■ Problem details ■
Search the listing below, and show each line that includes the word "view".

■ Records provided ■
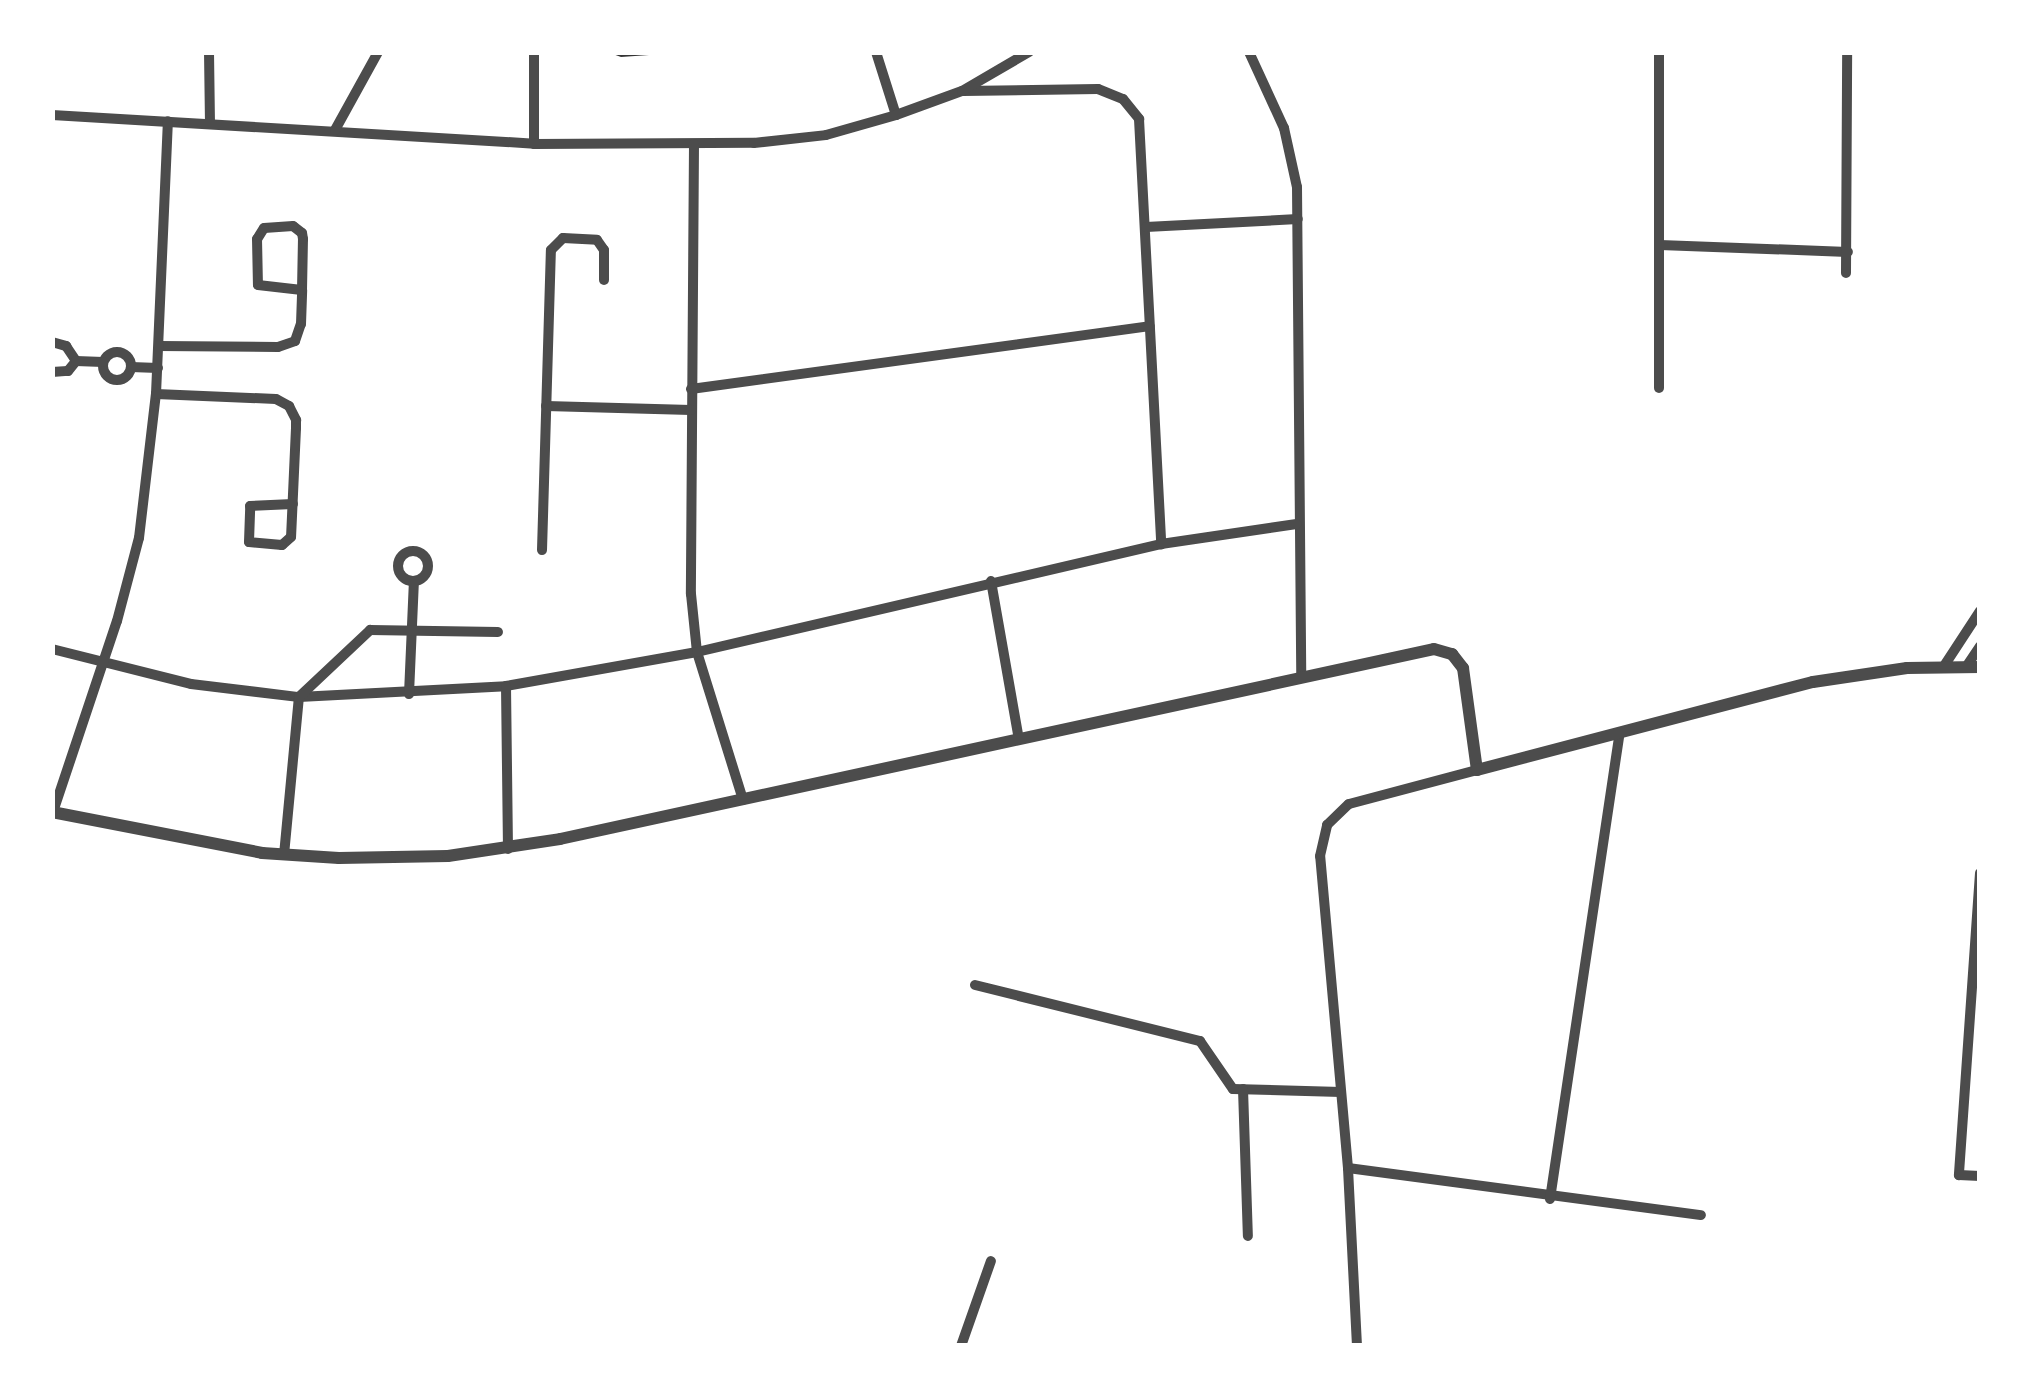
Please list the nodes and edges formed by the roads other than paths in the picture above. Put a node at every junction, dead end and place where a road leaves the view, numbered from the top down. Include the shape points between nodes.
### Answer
1 (209, 52) edge
2 (378, 52) edge
3 (534, 52) edge
4 (876, 52) edge
5 (1029, 52) edge
6 (1249, 52) edge
7 (1659, 52) edge
8 (1848, 52) edge
9 (962, 91) junction
10 (52, 115) edge
11 (896, 115) junction
12 (168, 121) junction
13 (210, 122) junction
14 (334, 130) junction
15 (534, 144) junction
16 (694, 144) junction
17 (1298, 218) junction
18 (1146, 227) junction
19 (1660, 245) junction
20 (1848, 252) junction
21 (1846, 273) dead end
22 (604, 280) dead end
23 (302, 290) junction
24 (1150, 326) junction
25 (52, 342) edge
26 (159, 346) junction
27 (76, 361) junction
28 (103, 362) junction
29 (131, 367) junction
30 (158, 368) junction
31 (52, 372) edge
32 (1659, 388) dead end
33 (691, 389) junction
34 (156, 394) junction
35 (546, 406) junction
36 (691, 410) junction
37 (292, 504) junction
38 (1296, 524) junction
39 (1161, 544) junction
40 (542, 550) dead end
41 (414, 581) dead end
42 (991, 581) junction
43 (1980, 611) edge
44 (412, 629) junction
45 (498, 632) dead end
46 (1980, 646) edge
47 (52, 648) edge
48 (696, 652) junction
49 (104, 662) junction
50 (1944, 666) junction
51 (1973, 667) edge
52 (1302, 675) junction
53 (506, 686) junction
54 (408, 694) junction
55 (299, 696) junction
56 (1618, 736) junction
57 (1019, 739) junction
58 (1477, 770) junction
59 (743, 800) junction
60 (53, 812) edge
61 (508, 849) junction
62 (284, 855) junction
63 (1980, 872) edge
64 (975, 986) dead end
65 (1243, 1089) junction
66 (1341, 1092) junction
67 (1348, 1168) junction
68 (1980, 1176) edge
69 (1550, 1199) junction
70 (1701, 1215) dead end
71 (1248, 1236) dead end
72 (991, 1260) dead end
73 (961, 1346) edge
74 (1358, 1346) edge

1 - 13 street
2 - 14 street
3 - 15 street
4 - 11 street
5 - 9 street
6 - 17 street via 1284,128
7 - 19 street
8 - 20 street
9 - 11 street
9 - 18 street via 1098,90 1122,99 1143,131
10 - 12 street
11 - 16 street via 790,141
12 - 13 street
12 - 26 street
13 - 14 street
14 - 15 street
15 - 16 street
16 - 33 street
17 - 18 street
17 - 38 street
18 - 24 street
19 - 20 street
19 - 32 street
20 - 21 street
22 - 35 street via 604,250 597,240 563,238 550,250
23 - 23 street via 300,230 264,228 257,239 258,285
23 - 26 street via 301,330 290,344
24 - 33 street
24 - 39 street
25 - 27 street via 70,349
26 - 30 street
27 - 28 street
27 - 31 street via 68,371
28 - 29 street via 119,352
28 - 29 street via 112,379
29 - 30 street
30 - 34 street
33 - 36 street
34 - 37 street via 276,399 289,406 296,420
34 - 49 street via 139,538
35 - 36 street
35 - 40 street
36 - 48 street
37 - 37 street via 288,543 249,542 250,506
38 - 39 street
38 - 52 street
39 - 42 street
41 - 44 street
42 - 48 street
42 - 57 street
43 - 50 street
44 - 45 street
44 - 54 street
44 - 55 street via 361,635
46 - 51 street
47 - 49 street
48 - 53 street
48 - 59 street
49 - 55 street via 191,684
49 - 60 street
50 - 51 street
50 - 56 street via 1812,682
52 - 57 street
52 - 58 street via 1434,649 1452,654 1463,668
53 - 54 street
53 - 61 street
54 - 55 street
55 - 62 street
56 - 58 street
56 - 69 street
57 - 59 street
58 - 66 street via 1349,804 1327,824 1320,856
59 - 61 street
60 - 62 street
61 - 62 street via 393,858
63 - 68 street via 1959,1175
64 - 65 street via 1200,1041 1233,1088
65 - 66 street
65 - 71 street
66 - 67 street
67 - 69 street
67 - 74 street
69 - 70 street
72 - 73 street

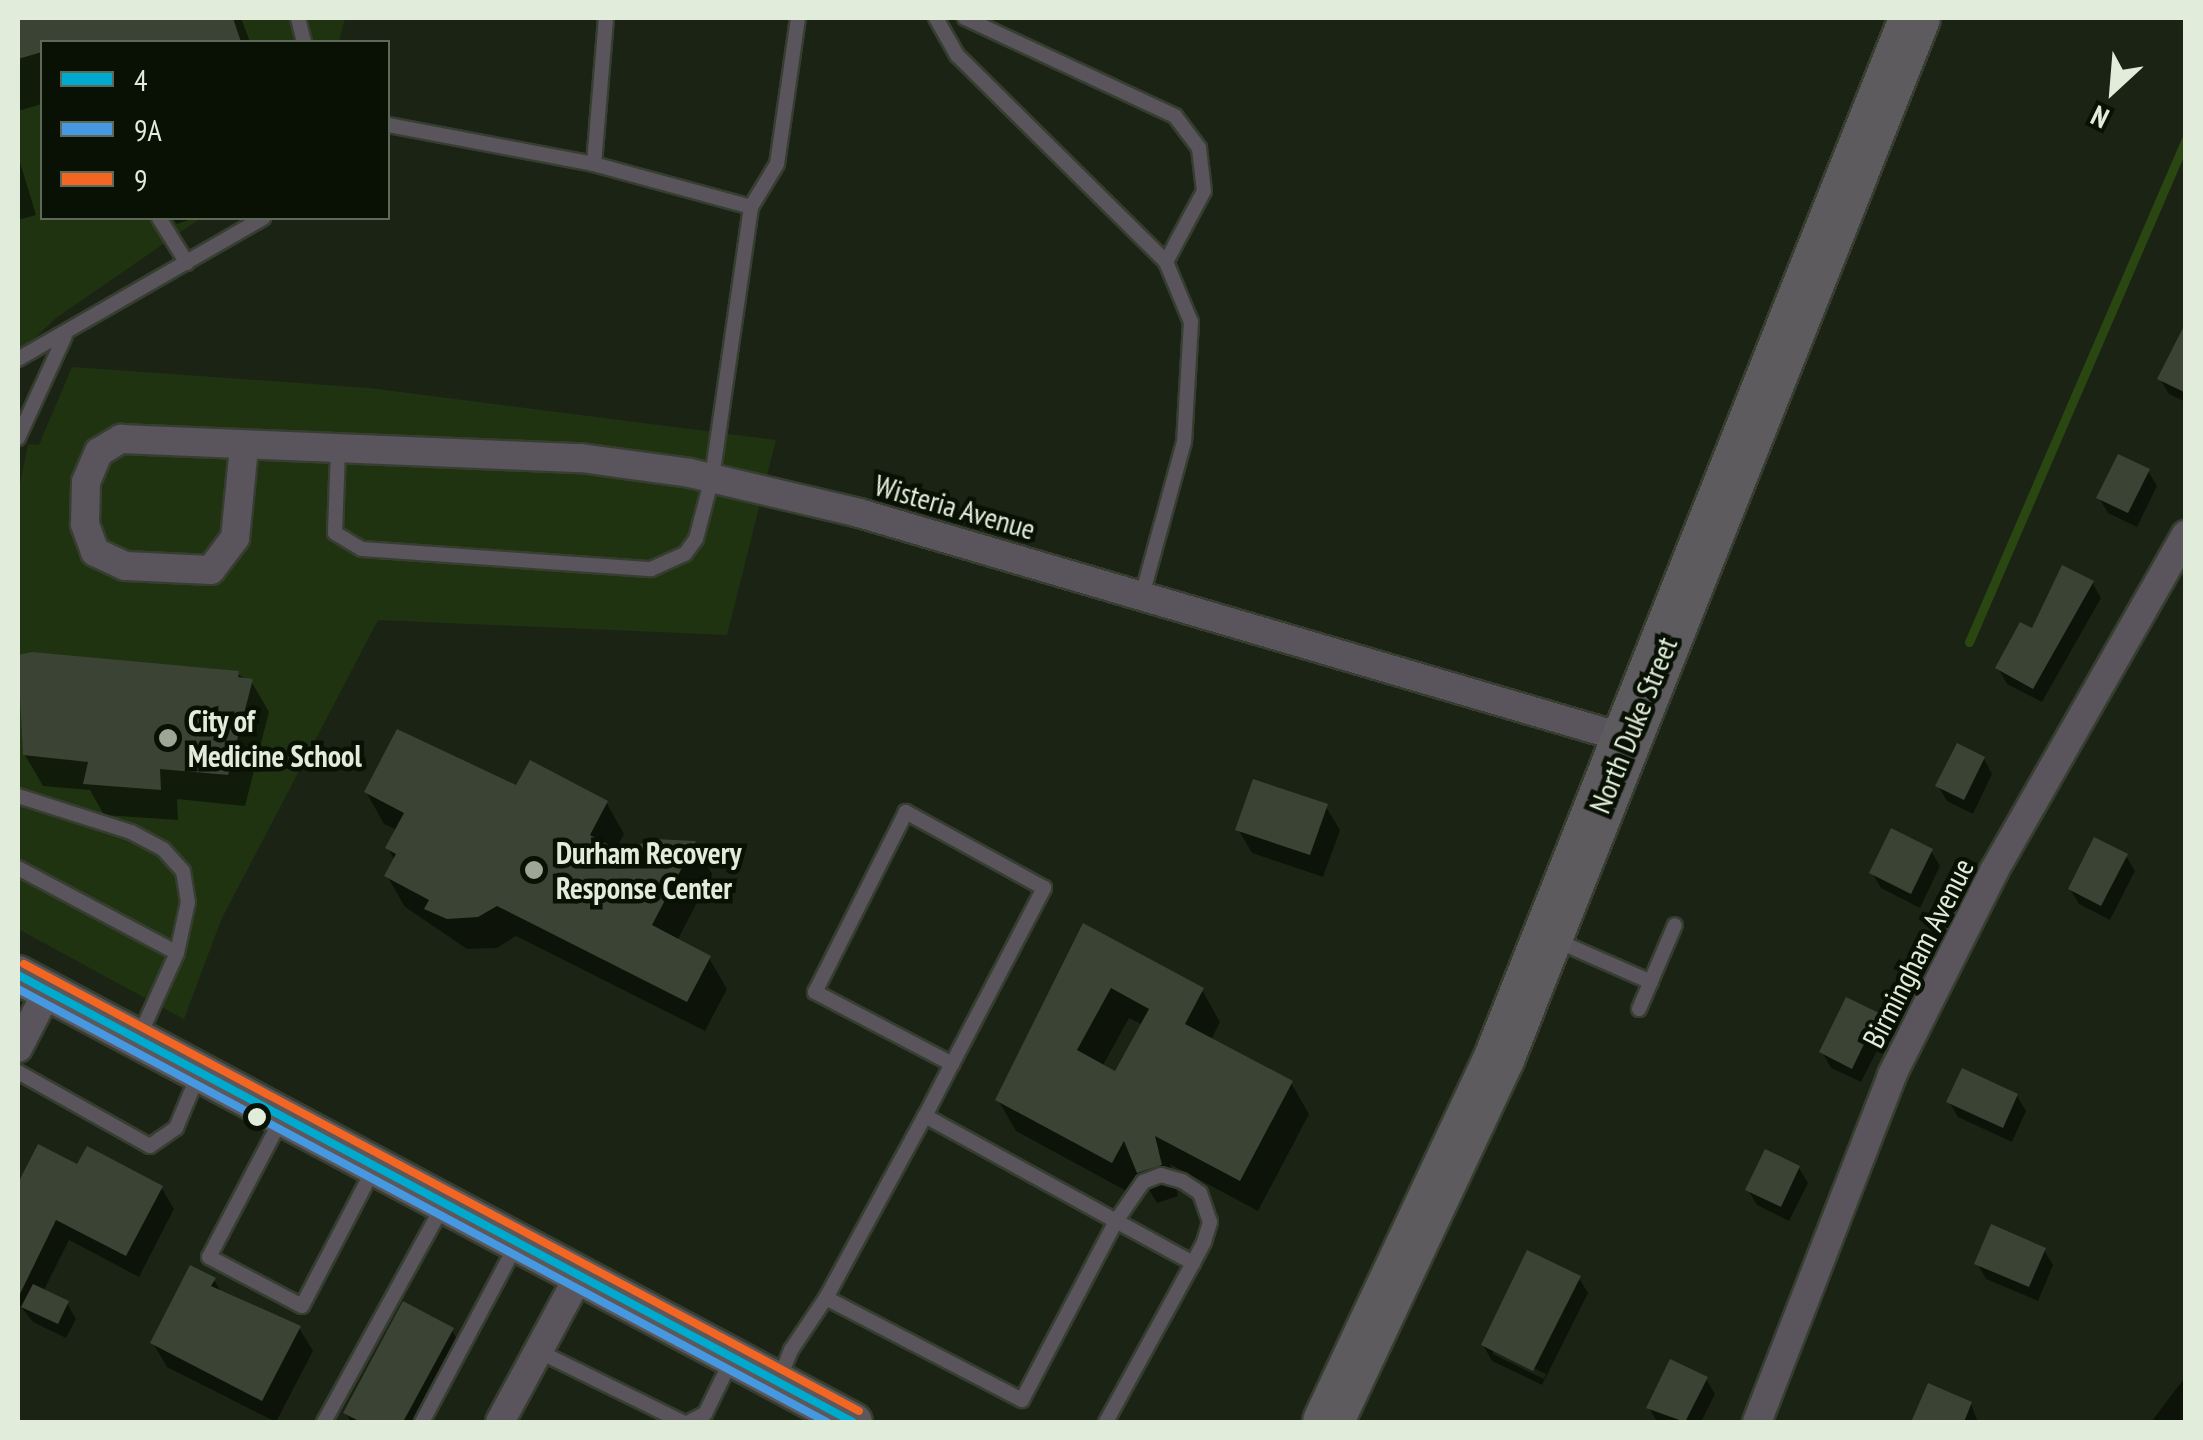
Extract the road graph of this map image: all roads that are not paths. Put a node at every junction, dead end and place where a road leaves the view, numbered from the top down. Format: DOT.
graph roads {
  1 [pos="606,18"];
  2 [pos="798,18"];
  3 [pos="936,18"];
  4 [pos="965,18"];
  5 [pos="1915,18"];
  6 [pos="390,125"];
  7 [pos="594,164"];
  8 [pos="751,207"];
  9 [pos="160,220"];
  10 [pos="260,220"];
  11 [pos="1166,262"];
  12 [pos="186,263"];
  13 [pos="72,327"];
  14 [pos="18,359"];
  15 [pos="18,438"];
  16 [pos="244,446"];
  17 [pos="338,450"];
  18 [pos="712,478"];
  19 [pos="2186,535"];
  20 [pos="1142,596"];
  21 [pos="1628,738"];
  22 [pos="18,796"];
  23 [pos="18,868"];
  24 [pos="1676,925"];
  25 [pos="1548,937"];
  26 [pos="176,952"];
  27 [pos="1651,982"];
  28 [pos="32,984"];
  29 [pos="1639,1009"];
  30 [pos="138,1040"];
  31 [pos="18,1048"];
  32 [pos="952,1064"];
  33 [pos="18,1072"];
  34 [pos="200,1072"];
  35 [pos="925,1116"];
  36 [pos="282,1117"];
  37 [pos="375,1166"];
  38 [pos="444,1204"];
  39 [pos="1116,1221"];
  40 [pos="518,1243"];
  41 [pos="1194,1262"];
  42 [pos="579,1276"];
  43 [pos="826,1298"];
  44 [pos="538,1351"];
  45 [pos="732,1358"];
  46 [pos="778,1382"];
  47 [pos="324,1422"];
  48 [pos="422,1422"];
  49 [pos="500,1422"];
  50 [pos="685,1422"];
  51 [pos="853,1422"];
  52 [pos="1106,1422"];
  53 [pos="1328,1422"];
  54 [pos="1757,1422"];
  1 -- 7 [label="lane"];
  2 -- 8 [label="lane"];
  3 -- 11 [label="lane"];
  4 -- 11 [label="lane"];
  5 -- 21 [label="highway, North Duke Street"];
  6 -- 7 [label="lane"];
  7 -- 8 [label="lane"];
  8 -- 18 [label="lane"];
  9 -- 12 [label="lane"];
  10 -- 12 [label="lane"];
  11 -- 20 [label="lane"];
  12 -- 13 [label="lane"];
  13 -- 14 [label="lane"];
  13 -- 15 [label="lane"];
  16 -- 16 [label="street, Wisteria Avenue"];
  16 -- 17 [label="street, Wisteria Avenue"];
  17 -- 18 [label="street, Wisteria Avenue"];
  17 -- 18 [label="lane"];
  18 -- 20 [label="street, Wisteria Avenue"];
  19 -- 54 [label="street, Birmingham Avenue"];
  20 -- 21 [label="street, Wisteria Avenue"];
  21 -- 25 [label="highway, North Duke Street"];
  22 -- 26 [label="lane"];
  23 -- 26 [label="lane"];
  24 -- 27 [label="lane"];
  25 -- 27 [label="lane"];
  25 -- 53 [label="highway, North Duke Street"];
  26 -- 30 [label="lane"];
  27 -- 29 [label="lane"];
  28 -- 30 [label="street"];
  28 -- 31 [label="street"];
  30 -- 34 [label="street"];
  32 -- 32 [label="lane"];
  32 -- 35 [label="lane"];
  33 -- 34 [label="lane"];
  34 -- 36 [label="street"];
  35 -- 39 [label="lane"];
  35 -- 43 [label="lane"];
  36 -- 37 [label="street"];
  36 -- 37 [label="lane"];
  37 -- 38 [label="street"];
  38 -- 40 [label="street"];
  38 -- 47 [label="lane"];
  39 -- 41 [label="lane"];
  39 -- 41 [label="lane"];
  39 -- 43 [label="lane"];
  40 -- 42 [label="street"];
  40 -- 48 [label="lane"];
  41 -- 52 [label="lane"];
  42 -- 44 [label="street"];
  42 -- 45 [label="street"];
  43 -- 46 [label="lane"];
  44 -- 49 [label="street"];
  44 -- 50 [label="lane"];
  45 -- 46 [label="street"];
  45 -- 50 [label="lane"];
  46 -- 51 [label="street"];
}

■ Problem solution ■
Please list the nodes and edges formed by the roads other than paths in the picture above. Put a node at every junction, dead end and place where a road leaves the view, numbered from the top down. Include the shape points between nodes.
Extract the road graph of this map image: all roads that are not paths. Put a node at every junction, dead end and place where a road leaves the view, numbered from the top down. Format: DOT.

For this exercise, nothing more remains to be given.